I came across some very eloquent comments over at adventuresofchester who is blogging in detail well-informed analysis of the Fallujah campaign. some of his readers had some great insights that I reproduce below, and with which I am in full agreement:
It is insane that we are now saying that it is illegal and un-American for a soldier or marine to kill the enemy. The rules of war are an assinine concept, given that the other side refuses to abide by them. As General Sherman so eloquently wrote, "War is cruelty, and you cannot refine it...."Indeed. When will people realize this isn't a game?
PB
6:41 PM
Anonymous said...
Chester writes: "But when fighting for the future of civilization, it is best to uphold it."
Actually, no.
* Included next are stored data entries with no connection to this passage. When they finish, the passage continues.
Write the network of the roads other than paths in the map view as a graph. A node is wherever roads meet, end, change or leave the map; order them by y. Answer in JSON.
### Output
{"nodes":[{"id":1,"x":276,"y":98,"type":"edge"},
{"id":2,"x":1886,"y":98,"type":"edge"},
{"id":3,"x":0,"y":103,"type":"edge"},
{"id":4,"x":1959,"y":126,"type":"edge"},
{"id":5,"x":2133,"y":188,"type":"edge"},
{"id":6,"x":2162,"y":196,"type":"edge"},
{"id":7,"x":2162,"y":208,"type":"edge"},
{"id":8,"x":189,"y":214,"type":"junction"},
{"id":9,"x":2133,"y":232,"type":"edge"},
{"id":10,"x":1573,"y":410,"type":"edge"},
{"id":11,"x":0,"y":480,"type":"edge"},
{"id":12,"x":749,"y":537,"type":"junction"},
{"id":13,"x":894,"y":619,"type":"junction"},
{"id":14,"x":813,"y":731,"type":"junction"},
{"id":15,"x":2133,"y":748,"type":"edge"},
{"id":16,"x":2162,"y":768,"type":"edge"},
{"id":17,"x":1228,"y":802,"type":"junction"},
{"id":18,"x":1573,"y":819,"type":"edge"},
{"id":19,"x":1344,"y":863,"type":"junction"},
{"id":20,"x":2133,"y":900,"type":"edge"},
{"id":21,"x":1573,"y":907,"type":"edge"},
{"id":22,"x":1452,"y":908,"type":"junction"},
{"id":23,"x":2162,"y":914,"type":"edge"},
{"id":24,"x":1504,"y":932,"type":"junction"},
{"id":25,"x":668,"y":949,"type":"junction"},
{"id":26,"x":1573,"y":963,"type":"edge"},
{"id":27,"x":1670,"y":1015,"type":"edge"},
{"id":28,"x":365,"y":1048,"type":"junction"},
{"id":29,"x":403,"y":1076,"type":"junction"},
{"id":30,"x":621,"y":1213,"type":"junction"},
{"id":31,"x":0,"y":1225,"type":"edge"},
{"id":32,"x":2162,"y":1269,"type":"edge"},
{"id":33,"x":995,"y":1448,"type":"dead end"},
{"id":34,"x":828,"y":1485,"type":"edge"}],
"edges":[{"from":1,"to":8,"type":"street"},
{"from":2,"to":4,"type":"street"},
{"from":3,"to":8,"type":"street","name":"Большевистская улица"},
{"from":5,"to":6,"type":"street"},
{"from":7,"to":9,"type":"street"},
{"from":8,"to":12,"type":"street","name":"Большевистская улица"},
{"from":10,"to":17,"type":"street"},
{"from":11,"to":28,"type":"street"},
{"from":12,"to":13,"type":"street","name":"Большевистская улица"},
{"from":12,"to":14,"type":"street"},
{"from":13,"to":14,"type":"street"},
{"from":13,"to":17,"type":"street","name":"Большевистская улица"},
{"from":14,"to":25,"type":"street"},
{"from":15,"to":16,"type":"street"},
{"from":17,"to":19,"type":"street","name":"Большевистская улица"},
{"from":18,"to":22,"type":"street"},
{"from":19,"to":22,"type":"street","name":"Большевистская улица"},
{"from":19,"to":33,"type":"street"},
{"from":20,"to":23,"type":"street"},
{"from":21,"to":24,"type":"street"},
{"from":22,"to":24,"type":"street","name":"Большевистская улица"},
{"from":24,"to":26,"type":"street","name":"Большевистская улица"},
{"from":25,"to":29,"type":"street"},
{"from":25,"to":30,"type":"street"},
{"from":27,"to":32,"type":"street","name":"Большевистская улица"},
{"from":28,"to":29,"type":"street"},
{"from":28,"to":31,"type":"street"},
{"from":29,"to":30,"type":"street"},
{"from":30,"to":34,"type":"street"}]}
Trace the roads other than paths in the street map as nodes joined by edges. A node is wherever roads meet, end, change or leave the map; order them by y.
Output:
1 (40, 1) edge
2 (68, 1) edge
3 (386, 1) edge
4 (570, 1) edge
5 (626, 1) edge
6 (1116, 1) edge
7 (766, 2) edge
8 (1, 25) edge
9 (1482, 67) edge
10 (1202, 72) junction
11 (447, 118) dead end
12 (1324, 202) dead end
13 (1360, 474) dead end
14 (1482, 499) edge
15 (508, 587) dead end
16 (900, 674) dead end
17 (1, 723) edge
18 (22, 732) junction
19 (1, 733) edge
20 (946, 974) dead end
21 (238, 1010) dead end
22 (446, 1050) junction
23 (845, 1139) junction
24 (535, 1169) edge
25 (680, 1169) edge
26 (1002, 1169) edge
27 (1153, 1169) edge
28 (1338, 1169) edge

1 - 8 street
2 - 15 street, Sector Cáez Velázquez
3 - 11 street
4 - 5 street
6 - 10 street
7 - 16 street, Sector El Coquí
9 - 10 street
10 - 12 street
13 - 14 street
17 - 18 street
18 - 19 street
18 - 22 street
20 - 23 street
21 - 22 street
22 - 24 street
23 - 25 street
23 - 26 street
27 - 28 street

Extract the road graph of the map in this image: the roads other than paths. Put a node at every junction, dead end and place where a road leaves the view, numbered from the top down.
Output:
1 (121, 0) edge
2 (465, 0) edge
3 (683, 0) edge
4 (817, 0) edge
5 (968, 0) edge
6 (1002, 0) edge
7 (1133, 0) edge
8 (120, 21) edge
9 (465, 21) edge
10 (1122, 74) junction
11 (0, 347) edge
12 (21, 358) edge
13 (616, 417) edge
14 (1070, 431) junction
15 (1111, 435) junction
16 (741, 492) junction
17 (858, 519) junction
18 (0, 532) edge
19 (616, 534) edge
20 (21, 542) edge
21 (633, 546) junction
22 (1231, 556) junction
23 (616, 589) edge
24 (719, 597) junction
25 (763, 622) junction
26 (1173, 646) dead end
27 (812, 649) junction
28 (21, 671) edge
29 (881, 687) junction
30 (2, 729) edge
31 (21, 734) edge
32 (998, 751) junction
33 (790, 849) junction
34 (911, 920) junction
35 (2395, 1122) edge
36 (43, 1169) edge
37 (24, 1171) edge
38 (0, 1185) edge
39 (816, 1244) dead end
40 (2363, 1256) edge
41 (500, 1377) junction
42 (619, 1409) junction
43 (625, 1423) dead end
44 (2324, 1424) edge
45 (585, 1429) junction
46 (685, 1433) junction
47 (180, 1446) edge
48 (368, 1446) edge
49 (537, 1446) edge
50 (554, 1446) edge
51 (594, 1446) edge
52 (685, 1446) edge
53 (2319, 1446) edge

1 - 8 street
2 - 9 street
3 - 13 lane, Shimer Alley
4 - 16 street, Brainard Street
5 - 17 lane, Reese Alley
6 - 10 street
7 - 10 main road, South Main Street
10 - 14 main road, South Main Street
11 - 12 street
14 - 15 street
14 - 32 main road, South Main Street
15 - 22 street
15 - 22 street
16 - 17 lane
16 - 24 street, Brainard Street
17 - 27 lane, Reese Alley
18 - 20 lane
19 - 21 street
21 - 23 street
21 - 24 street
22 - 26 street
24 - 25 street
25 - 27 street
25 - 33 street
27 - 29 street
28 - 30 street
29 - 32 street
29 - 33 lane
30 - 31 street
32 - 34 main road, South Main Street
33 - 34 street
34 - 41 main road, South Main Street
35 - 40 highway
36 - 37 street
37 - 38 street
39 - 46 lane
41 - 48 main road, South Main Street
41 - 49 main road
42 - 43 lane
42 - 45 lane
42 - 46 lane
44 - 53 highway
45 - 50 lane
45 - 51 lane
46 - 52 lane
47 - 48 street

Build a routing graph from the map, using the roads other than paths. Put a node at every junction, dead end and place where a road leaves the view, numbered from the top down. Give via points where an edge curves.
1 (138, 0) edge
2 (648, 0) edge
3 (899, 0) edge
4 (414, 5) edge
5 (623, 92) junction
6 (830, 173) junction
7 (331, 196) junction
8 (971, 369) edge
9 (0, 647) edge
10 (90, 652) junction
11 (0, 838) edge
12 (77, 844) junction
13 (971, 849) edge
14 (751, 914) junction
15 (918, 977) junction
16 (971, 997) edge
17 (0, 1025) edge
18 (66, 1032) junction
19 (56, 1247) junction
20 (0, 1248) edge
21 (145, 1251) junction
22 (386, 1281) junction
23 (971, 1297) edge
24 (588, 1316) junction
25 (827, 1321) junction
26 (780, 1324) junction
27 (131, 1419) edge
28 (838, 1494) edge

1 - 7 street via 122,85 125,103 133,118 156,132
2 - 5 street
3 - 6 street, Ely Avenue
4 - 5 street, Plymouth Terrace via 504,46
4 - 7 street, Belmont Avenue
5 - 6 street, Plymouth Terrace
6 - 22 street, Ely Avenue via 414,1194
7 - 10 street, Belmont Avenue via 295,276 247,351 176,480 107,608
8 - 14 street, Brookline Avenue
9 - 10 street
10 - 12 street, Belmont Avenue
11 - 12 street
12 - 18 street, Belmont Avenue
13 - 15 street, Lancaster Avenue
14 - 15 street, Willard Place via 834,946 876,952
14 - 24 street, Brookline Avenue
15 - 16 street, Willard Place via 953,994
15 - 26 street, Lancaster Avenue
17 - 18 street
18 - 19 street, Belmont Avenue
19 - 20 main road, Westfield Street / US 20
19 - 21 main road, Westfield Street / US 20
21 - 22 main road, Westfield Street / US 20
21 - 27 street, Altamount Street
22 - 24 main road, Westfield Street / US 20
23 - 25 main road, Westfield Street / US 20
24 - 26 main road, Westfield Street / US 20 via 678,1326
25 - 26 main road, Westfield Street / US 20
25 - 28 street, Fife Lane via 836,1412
The correct statement is: "But when fighting for the future of civilization, it is best to win."
Fighting is, itself, the antithesis of civilization. There is nothing civilized about war. Civilization is not promoted by the way you fight, and is not retarded by the way you fight. It is promoted, or retarded, by whether or not you are civilized to begin with, and by whether or not you win.
The only issue is: what tactics, in a given time and place, promote winning? If, as I think plausible in current circumstances, the best tactics are to kill as many IFBs (IslamoFascistBastards) as possible, without regard to whether or not they are wounded, captured, or whatnot, then those are the best tactics. Period. A civilization intent on preserving itself -- and thus promoting civilization -- should employ whatever works best, in the face of an existential threat. Whether or not indiscrimate killing of IFBs is really the best tactic is a legitimate question. It is obvious that some (many?) IFBs who survive due to our "civilized" adherence to the "rules of war" simply survive to fight against us another day. Evidence: reports of Gitmo prisoners released to take up arms against us again.
The expected rejoinder to this cold-blooded harshness is that, in adopting it, the civilized are corrupted and slide down the slipper-slope into un-civilization. In the abstract that argument might carry some weight. But there is abundant evidence to the contrary. Consider WWII. Faced with an existential threat, the allies, fighting a "good" war (and it was a good war! I'm not being ironic), resorted to the most incredible measures of mass slaughter of "innocent civilians": the fire bombings of Hamburg, Dresden, Tokyo, not to mention Hiroshima and Nagasaki. The actions of the Marine in this incident are monumentally trivial by comparison. But the horrifically uncivilized actions of Churchill, Roosevelt, Marshall, Eisenhower, etc., carried the day, and the civilization we are now defending is the civilization saved by their actions. So, if resort to barbaric and uncivilized behavior in war devalues and corrupts the civilization engaging in same, the civilization we now defending is not, really, civilized -- it being the descendant of uncivilized war, conducted on a broad and massive scale, far dwarfing all of Fallujah. But we don't think it is uncivilized: the civilization we now enjoy, and are defending against an existential threat, is truly a civilized civilization, defended and won, in the past, by barbarisms on a scale unimaginable to those who carp and whine about Abu-GrabAss or the Marine-in-Fallujah.
...
Machiavelli said it best (I paraphrase): it is good to be loved; it is better to be feared.